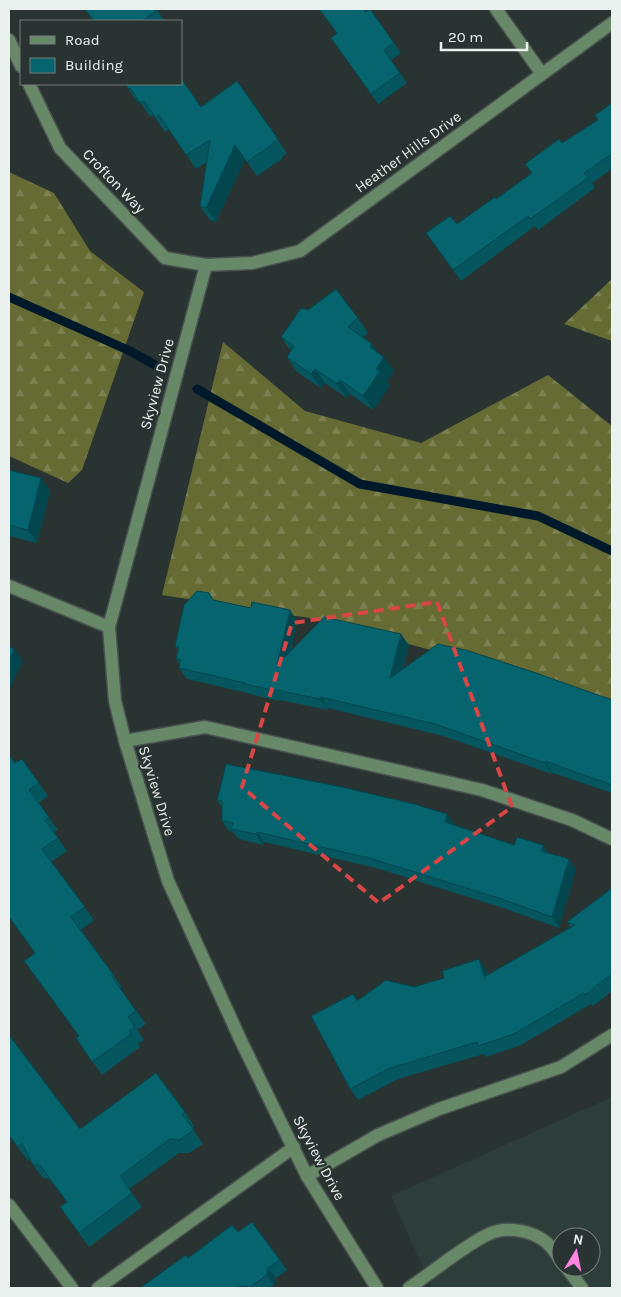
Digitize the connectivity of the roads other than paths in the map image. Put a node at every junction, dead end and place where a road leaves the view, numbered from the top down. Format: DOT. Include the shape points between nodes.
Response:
graph roads {
  1 [pos="496,9"];
  2 [pos="612,23"];
  3 [pos="9,40"];
  4 [pos="20,64"];
  5 [pos="542,74"];
  6 [pos="30,85"];
  7 [pos="206,265"];
  8 [pos="9,586"];
  9 [pos="109,626"];
  10 [pos="125,741"];
  11 [pos="612,839"];
  12 [pos="612,1035"];
  13 [pos="294,1147"];
  14 [pos="307,1176"];
  15 [pos="9,1205"];
  16 [pos="551,1247"];
  17 [pos="574,1277"];
  18 [pos="72,1288"];
  19 [pos="98,1288"];
  20 [pos="377,1288"];
  21 [pos="409,1288"];
  22 [pos="582,1288"];
  1 -- 5 [label="street"];
  2 -- 5 [label="street, Heather Hills Drive"];
  3 -- 4 [label="street"];
  5 -- 7 [label="street, Heather Hills Drive" via="300,251 252,263"];
  6 -- 7 [label="street, Crofton Way" via="60,148 165,258"];
  7 -- 9 [label="street, Skyview Drive"];
  8 -- 9 [label="street"];
  9 -- 10 [label="street, Skyview Drive" via="115,701"];
  10 -- 11 [label="street" via="205,727 482,790 572,820"];
  10 -- 13 [label="street, Skyview Drive" via="168,881"];
  12 -- 14 [label="street" via="561,1067 439,1108 378,1134"];
  13 -- 14 [label="street, Skyview Drive"];
  13 -- 19 [label="street"];
  14 -- 20 [label="street, Skyview Drive"];
  15 -- 18 [label="street"];
  16 -- 21 [label="street" via="530,1233 510,1230 490,1233"];
  17 -- 22 [label="street"];
}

WHAT YOU NEED TO DO: Filter the entries down to the lines containing "Drive". Copy each of those lines.

TASK SOLUTION:
  2 -- 5 [label="street, Heather Hills Drive"];
  5 -- 7 [label="street, Heather Hills Drive" via="300,251 252,263"];
  7 -- 9 [label="street, Skyview Drive"];
  9 -- 10 [label="street, Skyview Drive" via="115,701"];
  10 -- 13 [label="street, Skyview Drive" via="168,881"];
  13 -- 14 [label="street, Skyview Drive"];
  14 -- 20 [label="street, Skyview Drive"];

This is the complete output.